I note arnies below mentioned CBT and that you are utilising it; I have found it useful. When you constantly tell yourself that you are a fucking idiot for the most minor of mistakes, it does accumulate. Taking a stand against that - simply accepting that no one is perfect and shit happens - over time helps to stabilise the ship of mental state.

But we - all of us - employ point to point navigation until we can get our shit wired. I wish you all the best, Melbates. Thank you again for sharing.

2

Five years ago this July my future ex wife found our son after he had hanged himself in our basement. My son suffered with depression and heroin addiction and while he ended his pain it left me with something that I don't think I will ever get over. I hope you can find peace in life to carry on.

My sincerest condolences.

2

It's a dead end.

I laughed, but this was not appropriate.

@hlfsousa No One has ever accused me of being appropriate. Humor is my way of dealing with the human condition even if it is a little dark at times.🙂

@Sticks48 I've been told I have a dry, sometimes morbid, sense of humor but, honestly, don't understand your comment. What was the joke?
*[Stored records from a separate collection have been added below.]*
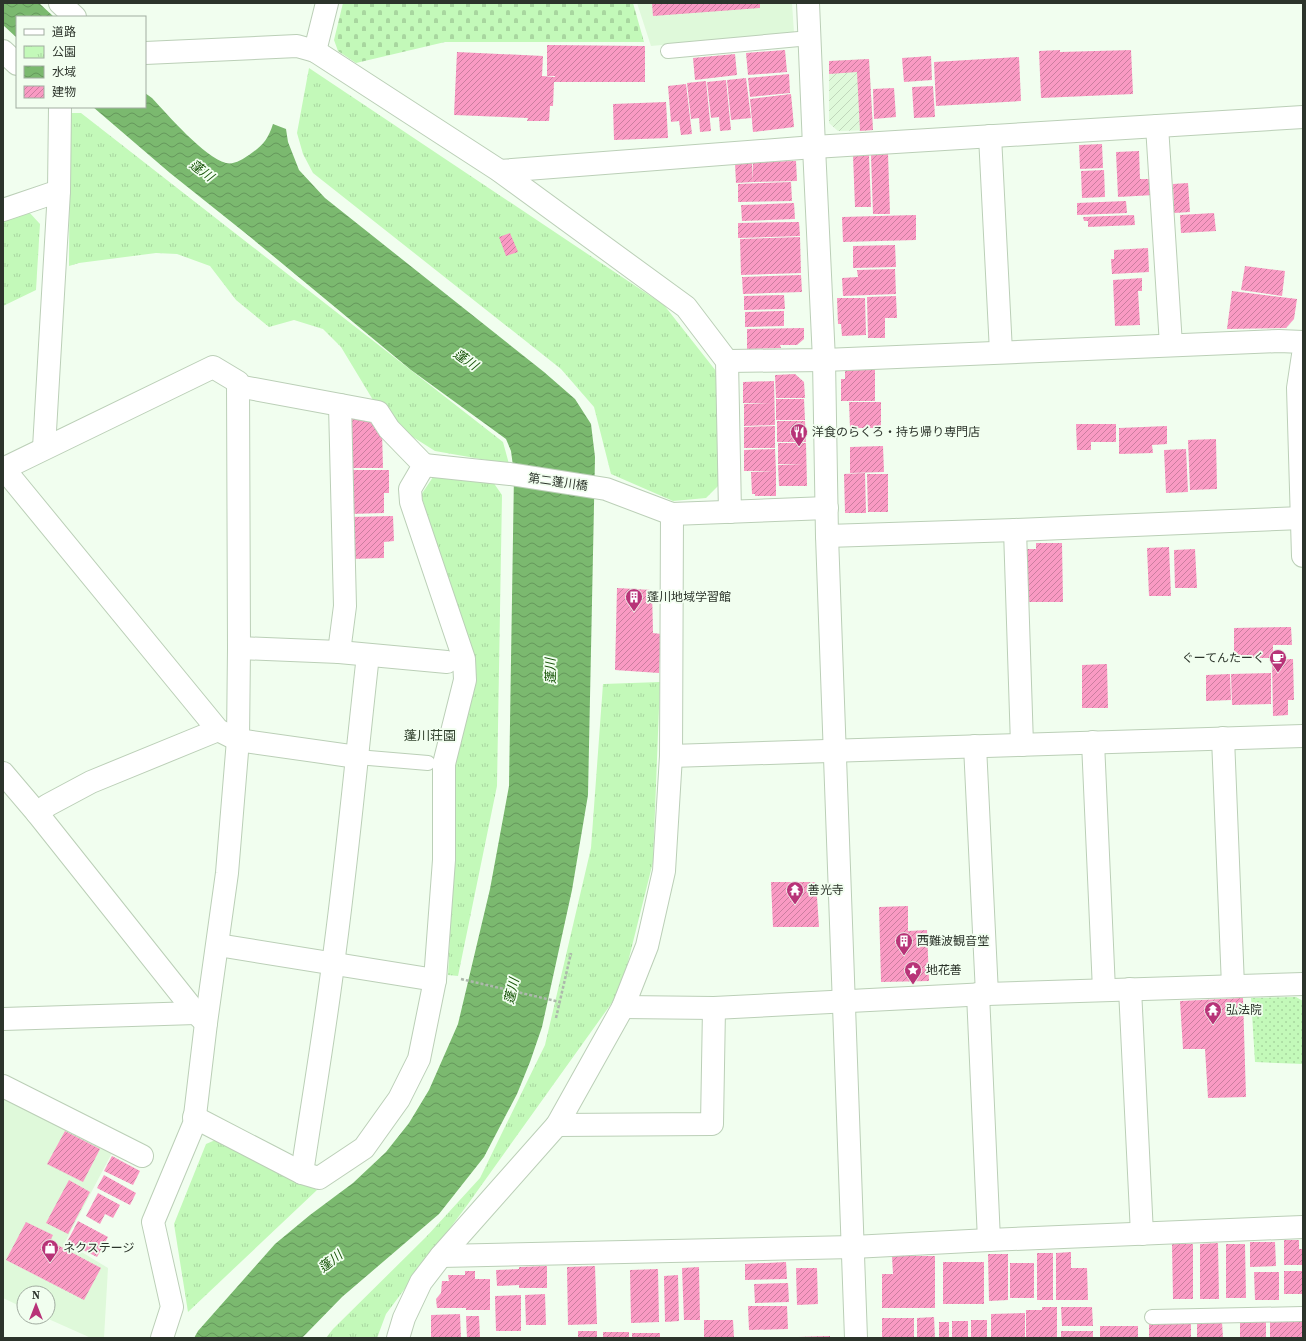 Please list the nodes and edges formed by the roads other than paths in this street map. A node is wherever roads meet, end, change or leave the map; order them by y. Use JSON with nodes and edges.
{"nodes":[{"id":1,"x":60,"y":3,"type":"edge"},
{"id":2,"x":327,"y":3,"type":"edge"},
{"id":3,"x":808,"y":3,"type":"edge"},
{"id":4,"x":74,"y":16,"type":"edge"},
{"id":5,"x":810,"y":38,"type":"junction"},
{"id":6,"x":668,"y":50,"type":"dead end"},
{"id":7,"x":3,"y":51,"type":"edge"},
{"id":8,"x":315,"y":51,"type":"junction"},
{"id":9,"x":146,"y":53,"type":"edge"},
{"id":10,"x":16,"y":63,"type":"edge"},
{"id":11,"x":60,"y":108,"type":"edge"},
{"id":12,"x":1303,"y":117,"type":"edge"},
{"id":13,"x":1157,"y":126,"type":"junction"},
{"id":14,"x":990,"y":136,"type":"junction"},
{"id":15,"x":814,"y":147,"type":"junction"},
{"id":16,"x":500,"y":171,"type":"junction"},
{"id":17,"x":59,"y":191,"type":"junction"},
{"id":18,"x":3,"y":210,"type":"edge"},
{"id":19,"x":1303,"y":342,"type":"edge"},
{"id":20,"x":1171,"y":345,"type":"junction"},
{"id":21,"x":1001,"y":352,"type":"junction"},
{"id":22,"x":1303,"y":355,"type":"edge"},
{"id":23,"x":824,"y":360,"type":"junction"},
{"id":24,"x":727,"y":361,"type":"junction"},
{"id":25,"x":238,"y":386,"type":"junction"},
{"id":26,"x":340,"y":405,"type":"junction"},
{"id":27,"x":1301,"y":420,"type":"edge"},
{"id":28,"x":44,"y":448,"type":"junction"},
{"id":29,"x":424,"y":465,"type":"junction"},
{"id":30,"x":4,"y":469,"type":"edge"},
{"id":31,"x":827,"y":508,"type":"junction"},
{"id":32,"x":730,"y":512,"type":"junction"},
{"id":33,"x":672,"y":514,"type":"junction"},
{"id":34,"x":1302,"y":518,"type":"edge"},
{"id":35,"x":1015,"y":530,"type":"junction"},
{"id":36,"x":827,"y":536,"type":"junction"},
{"id":37,"x":1303,"y":556,"type":"edge"},
{"id":38,"x":239,"y":648,"type":"junction"},
{"id":39,"x":339,"y":652,"type":"junction"},
{"id":40,"x":368,"y":655,"type":"junction"},
{"id":41,"x":448,"y":662,"type":"dead end"},
{"id":42,"x":228,"y":735,"type":"junction"},
{"id":43,"x":1303,"y":736,"type":"edge"},
{"id":44,"x":1223,"y":738,"type":"junction"},
{"id":45,"x":1093,"y":742,"type":"junction"},
{"id":46,"x":1022,"y":745,"type":"junction"},
{"id":47,"x":975,"y":746,"type":"junction"},
{"id":48,"x":835,"y":750,"type":"junction"},
{"id":49,"x":671,"y":756,"type":"junction"},
{"id":50,"x":356,"y":757,"type":"junction"},
{"id":51,"x":428,"y":763,"type":"dead end"},
{"id":52,"x":3,"y":773,"type":"edge"},
{"id":53,"x":37,"y":813,"type":"junction"},
{"id":54,"x":218,"y":945,"type":"junction"},
{"id":55,"x":333,"y":964,"type":"junction"},
{"id":56,"x":435,"y":980,"type":"junction"},
{"id":57,"x":1303,"y":984,"type":"edge"},
{"id":58,"x":1233,"y":986,"type":"junction"},
{"id":59,"x":1130,"y":989,"type":"junction"},
{"id":60,"x":1104,"y":990,"type":"junction"},
{"id":61,"x":982,"y":994,"type":"junction"},
{"id":62,"x":844,"y":1001,"type":"junction"},
{"id":63,"x":623,"y":1006,"type":"junction"},
{"id":64,"x":714,"y":1008,"type":"junction"},
{"id":65,"x":3,"y":1018,"type":"edge"},
{"id":66,"x":201,"y":1018,"type":"junction"},
{"id":67,"x":3,"y":1086,"type":"edge"},
{"id":68,"x":194,"y":1117,"type":"junction"},
{"id":69,"x":557,"y":1125,"type":"junction"},
{"id":70,"x":142,"y":1156,"type":"dead end"},
{"id":71,"x":302,"y":1173,"type":"junction"},
{"id":72,"x":1303,"y":1227,"type":"edge"},
{"id":73,"x":1142,"y":1234,"type":"junction"},
{"id":74,"x":989,"y":1240,"type":"junction"},
{"id":75,"x":853,"y":1247,"type":"junction"},
{"id":76,"x":441,"y":1256,"type":"junction"},
{"id":77,"x":1303,"y":1314,"type":"edge"},
{"id":78,"x":1152,"y":1317,"type":"dead end"},
{"id":79,"x":162,"y":1338,"type":"edge"},
{"id":80,"x":398,"y":1338,"type":"edge"},
{"id":81,"x":856,"y":1338,"type":"edge"}],
"edges":[{"from":1,"to":4,"type":"street"},
{"from":2,"to":8,"type":"street"},
{"from":3,"to":5,"type":"street"},
{"from":5,"to":6,"type":"lane"},
{"from":5,"to":15,"type":"street"},
{"from":7,"to":10,"type":"street"},
{"from":8,"to":9,"type":"street"},
{"from":8,"to":16,"type":"street"},
{"from":11,"to":17,"type":"street"},
{"from":12,"to":13,"type":"street"},
{"from":13,"to":14,"type":"street"},
{"from":13,"to":20,"type":"street"},
{"from":14,"to":15,"type":"street"},
{"from":14,"to":21,"type":"street"},
{"from":15,"to":16,"type":"street"},
{"from":15,"to":23,"type":"street"},
{"from":16,"to":24,"type":"street"},
{"from":17,"to":18,"type":"street"},
{"from":17,"to":28,"type":"street"},
{"from":19,"to":20,"type":"street"},
{"from":20,"to":21,"type":"street"},
{"from":21,"to":23,"type":"street"},
{"from":22,"to":27,"type":"street"},
{"from":23,"to":24,"type":"street"},
{"from":23,"to":31,"type":"street"},
{"from":24,"to":32,"type":"street"},
{"from":25,"to":26,"type":"street"},
{"from":25,"to":28,"type":"street"},
{"from":25,"to":38,"type":"street"},
{"from":26,"to":29,"type":"street"},
{"from":26,"to":39,"type":"street"},
{"from":27,"to":34,"type":"street"},
{"from":28,"to":30,"type":"street"},
{"from":29,"to":33,"type":"street","name":"第二蓬川橋"},
{"from":29,"to":56,"type":"street"},
{"from":30,"to":42,"type":"street"},
{"from":31,"to":32,"type":"street"},
{"from":31,"to":36,"type":"street"},
{"from":32,"to":33,"type":"street"},
{"from":33,"to":49,"type":"street"},
{"from":34,"to":35,"type":"street"},
{"from":34,"to":37,"type":"street"},
{"from":35,"to":36,"type":"street"},
{"from":35,"to":46,"type":"street"},
{"from":36,"to":48,"type":"street"},
{"from":38,"to":39,"type":"street"},
{"from":38,"to":42,"type":"street"},
{"from":39,"to":40,"type":"street"},
{"from":40,"to":41,"type":"street"},
{"from":40,"to":50,"type":"street"},
{"from":42,"to":50,"type":"street"},
{"from":42,"to":53,"type":"street"},
{"from":42,"to":54,"type":"street"},
{"from":43,"to":44,"type":"street"},
{"from":44,"to":45,"type":"street"},
{"from":44,"to":58,"type":"street"},
{"from":45,"to":46,"type":"street"},
{"from":45,"to":60,"type":"street"},
{"from":46,"to":47,"type":"street"},
{"from":47,"to":48,"type":"street"},
{"from":47,"to":61,"type":"street"},
{"from":48,"to":49,"type":"street"},
{"from":48,"to":62,"type":"street"},
{"from":49,"to":63,"type":"street"},
{"from":50,"to":51,"type":"lane"},
{"from":50,"to":55,"type":"street"},
{"from":52,"to":53,"type":"street"},
{"from":53,"to":66,"type":"street"},
{"from":54,"to":55,"type":"street"},
{"from":54,"to":66,"type":"street"},
{"from":55,"to":56,"type":"street"},
{"from":55,"to":71,"type":"street"},
{"from":56,"to":71,"type":"street"},
{"from":57,"to":58,"type":"street"},
{"from":58,"to":59,"type":"street"},
{"from":59,"to":60,"type":"street"},
{"from":59,"to":73,"type":"street"},
{"from":60,"to":61,"type":"street"},
{"from":61,"to":62,"type":"street"},
{"from":61,"to":74,"type":"street"},
{"from":62,"to":64,"type":"street"},
{"from":62,"to":75,"type":"street"},
{"from":63,"to":64,"type":"street"},
{"from":63,"to":69,"type":"street"},
{"from":64,"to":69,"type":"street"},
{"from":65,"to":66,"type":"street"},
{"from":66,"to":68,"type":"street"},
{"from":67,"to":70,"type":"street"},
{"from":68,"to":71,"type":"street"},
{"from":68,"to":79,"type":"street"},
{"from":69,"to":76,"type":"street"},
{"from":72,"to":73,"type":"street"},
{"from":73,"to":74,"type":"street"},
{"from":74,"to":75,"type":"street"},
{"from":75,"to":76,"type":"street"},
{"from":75,"to":81,"type":"street"},
{"from":76,"to":80,"type":"street"},
{"from":77,"to":78,"type":"lane"}]}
You keep doing you. 😉@Sticks48

@DelilahJones33 I will do my best. Thanks.

@DelilahJones33 Or my worst. It is subjective.

1

I have made many attempts as a younger person I seem to have a good life now and it is far from my mind though I can still remember every detail of my dates with death and being hospitalised and stomach pumped - I am 70 now and have left a lot of my past behind which helped. especially as I have forgotten most of it.